Guarded Tokens - RopleyIT/GLRParser GitHub Wiki
In traditional parsers, terminal and non-terminal tokens were the only type of element used for describing grammar rules. However, parser generators create complex finite state machines that implement/enforce the grammar rules when parsing a stream of terminal input tokens. We can also use the grammar description file therefore to describe a state machine directly rather than use it to describe grammars for languages.
When doing this, we tend to use stylised rules that obey a particular format. The non-terminal token to the left side of a rule represents a state our state machine will jump to. The first non-terminal on the right side of the rule is the state we might transit from. The second token on the right side of the rule is a terminal token representing the input event that will cause the transition between these state.

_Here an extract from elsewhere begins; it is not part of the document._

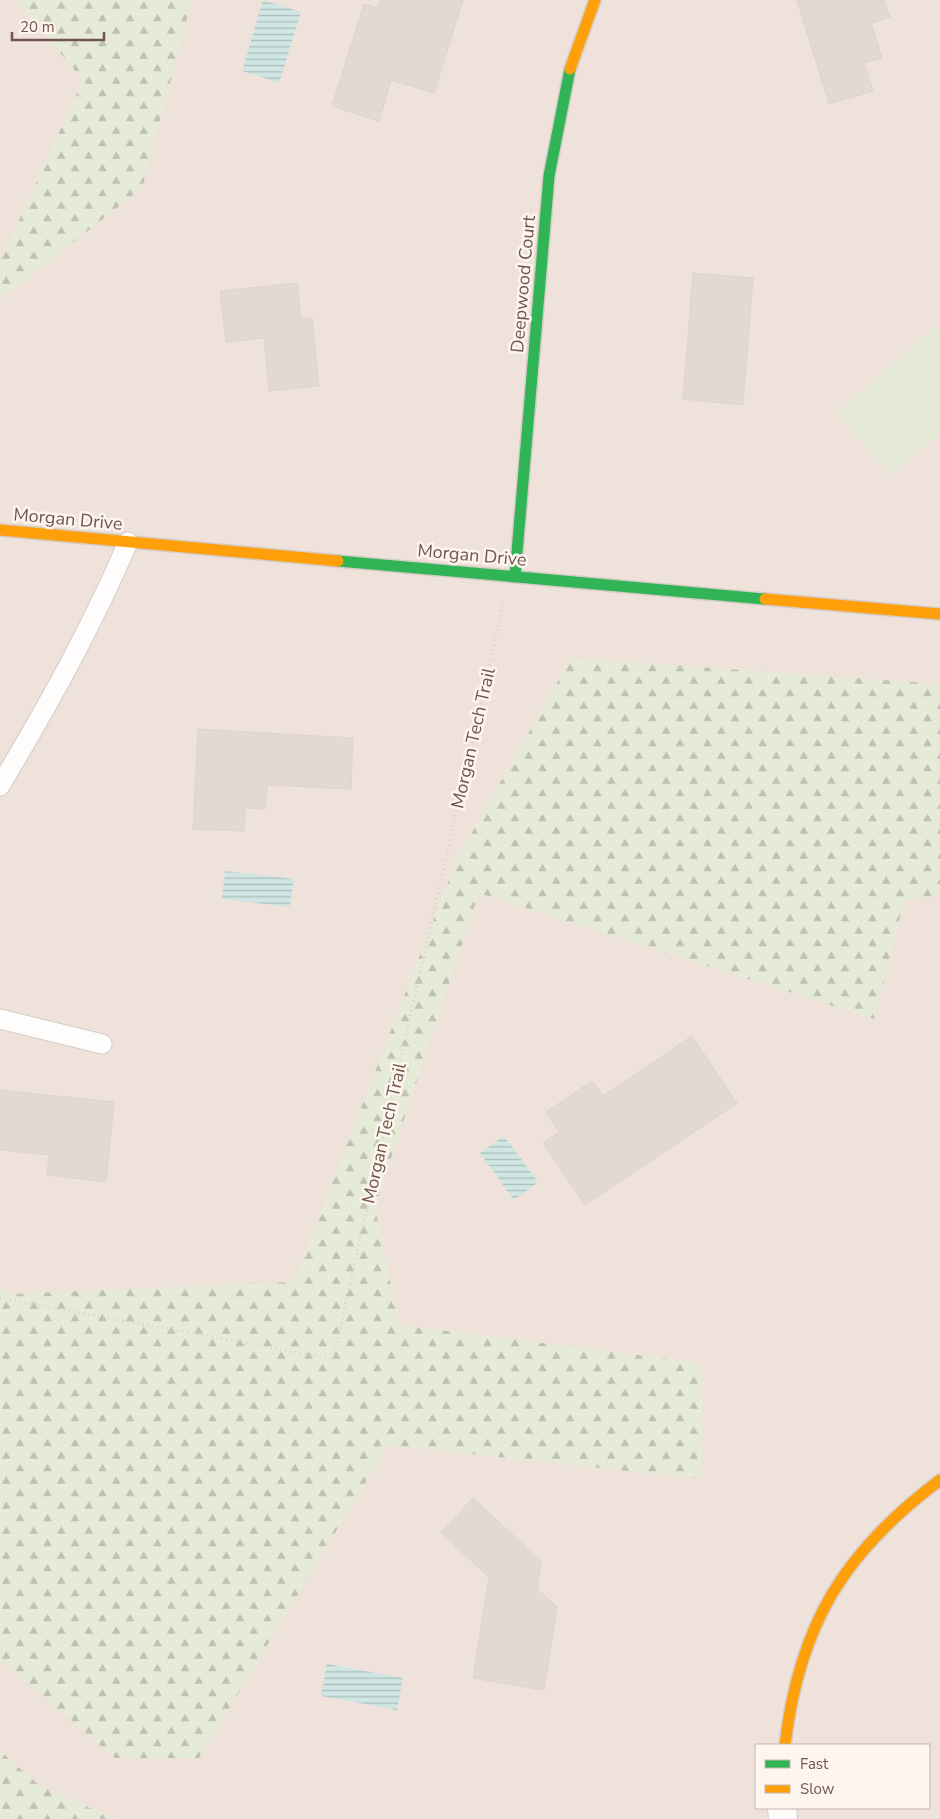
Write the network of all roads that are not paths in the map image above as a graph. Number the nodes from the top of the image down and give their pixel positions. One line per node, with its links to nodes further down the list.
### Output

In conventional state machines, transitions between states are caused by events that are valid input events for the starting state. However, a common extension is for the transition to only be fired if the event occurs, and an associated guard condition is true at the time the event fires. The parser generator used in the off-line parser (parselr.exe) and the inline parser support the specification of a boolean guard expression attached to any token, be it terminal or non-terminal.
A guard expression is always enclosed in square brackets, and consists of guard function names and the boolean operators for not (!), and (&) and or (|). Parentheses can be included in the boolean expressions to make ultra clear the expected precedence of the boolean operations. Hence the following grammar rule, representing a state transition accompanied by a guard expression, has a sensible meaning:
Attached : Unattached MEETSPARTNER[(!Married) & ((Tall & Dark & Handsome) | Rich)];
As standard precedence is enforced, with the not (!) operator being higher precedence than and (&), and both being higher precedence than or (|), the following guard has the same meaning, albeit slightly less readable:
Attached : Unattached MEETSPARTNER[!Married & (Tall & Dark & Handsome | Rich)];
Warning: a close inspection of what this guard condition implies may slightly offend your scruples! Note also that using an LR(1) grammar in this way to write a simple finite state machine is not particularly efficient. The ParseLR toolkit has an alternative, much more efficient technique for creating simple finite state machines that is described elsewhere.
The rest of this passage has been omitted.